Over time, more categories have been added such as on base percentage and runs scored for offense while strikeouts and holds are sometimes used for pitchers. The definitions and validities of these categories can be debated in other columns. This column is just trying to explain to you what the #$%& fantasy baseball actually
is. The original scoring system of rotisserie baseball has gone through many adaptations as well. Many leagues still incorporate the original “roto” 4×4 or 5×5 scoring with four or five hitting categories and the same amount of pitching categories. However, there are many different ways to score and that is one big reason why fantasy baseball is so popular. A “head to head” style of scoring is a very popular method, where the same rotisserie categories are used, but each team in a
league plays against one other team and gets a win or loss at the end of a week. The team with the best record wins the league. Another very viable style is points scoring. In this method, a team gets points for each statistic one of his players produces such as home runs and a pitcher registering a win. This style of scoring lends itself well to head to head scoring or the classic method of adding points up all season long. Fantasy baseball scoring is a very detailed subject and Baseball Instinct will have articles in greater detail detailing the different types of scoring mentioned here.

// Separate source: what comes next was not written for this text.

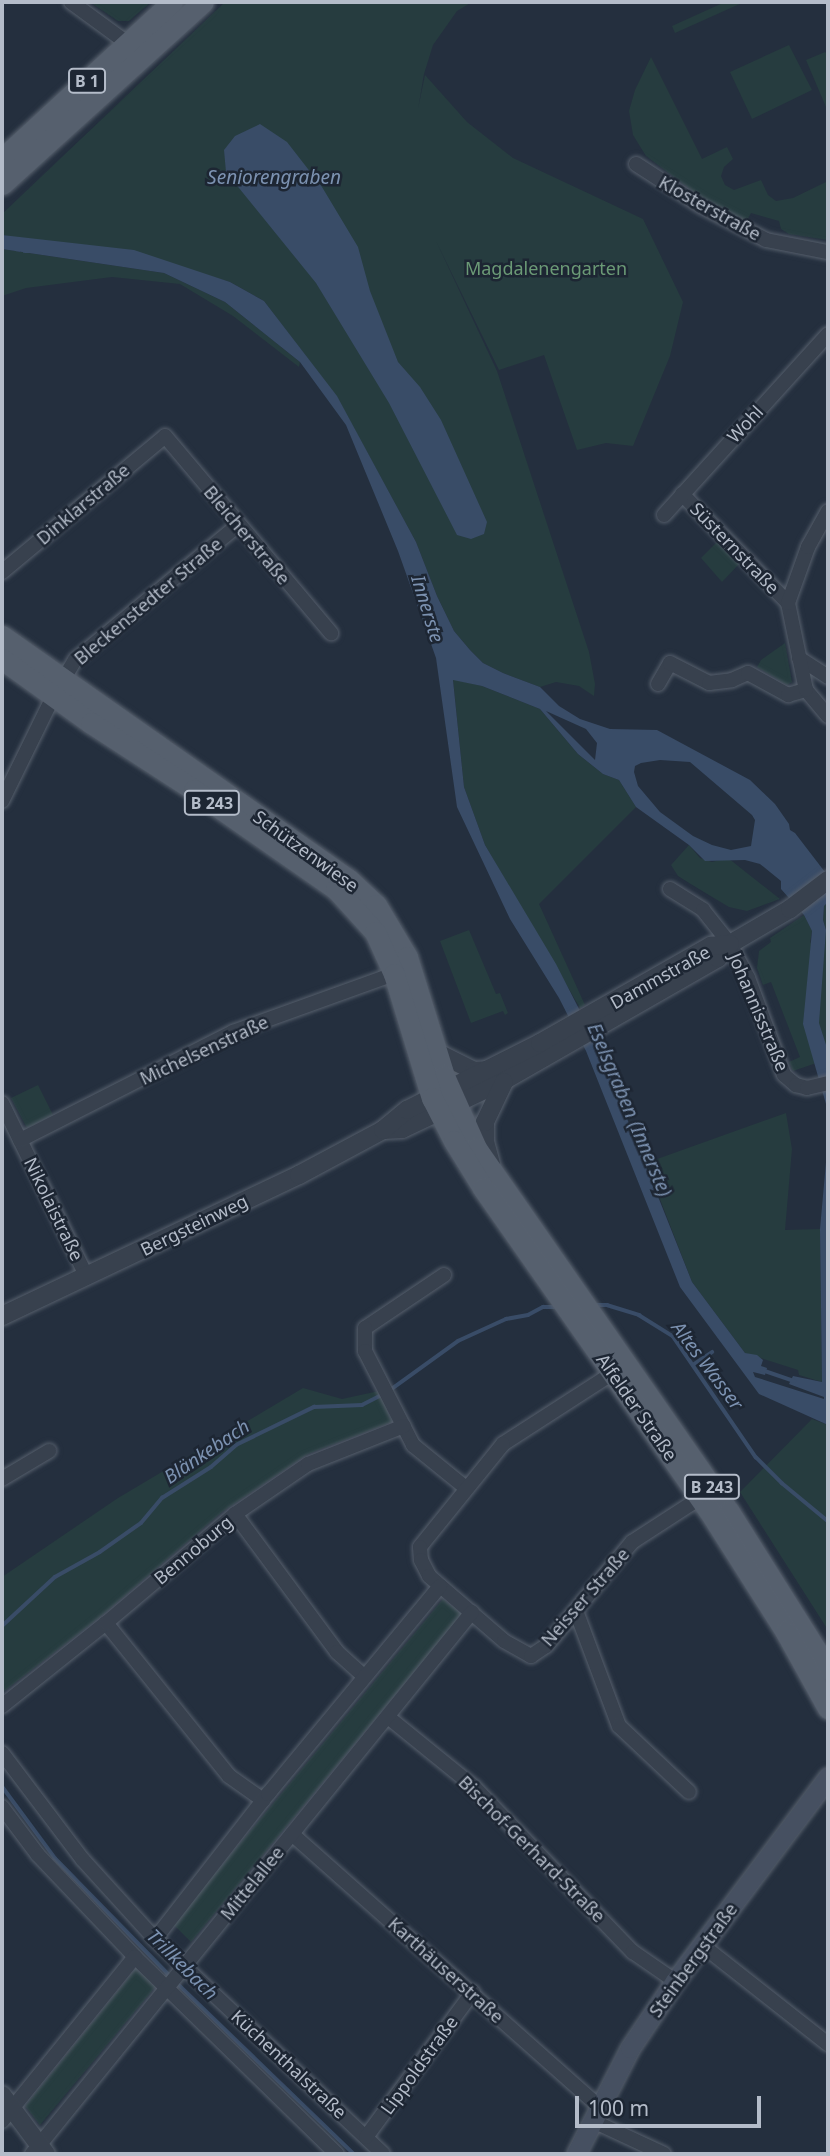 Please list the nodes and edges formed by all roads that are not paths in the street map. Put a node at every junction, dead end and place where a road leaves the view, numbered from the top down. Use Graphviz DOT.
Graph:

In addition, there are many different ways to set up leagues as well. There are leagues that play with high stakes that give a large amount of money to the league winner and there are many leagues that simply play for free. There are leagues that incorporate rookie drafts as well as some that have keepers - a system where each team in a league can keep a select number of players on their team from one season to the next. All of these subjects and more will be covered in depth on this website, but this article’s purpose is to simply give you a rough overall outlook on what this hobby is in a very general overlay. It is up to you to keep reading and to continue to learn more. If you like baseball at all, you are already well on your way. Fantasy baseball will take that enthusiasm for the sport and will likely foster it and give you another outlet to pursue that interest. Baseball Instinct very much hopes that this will be the first step on a new journey to take your interest in baseball to new heights and we are here to help.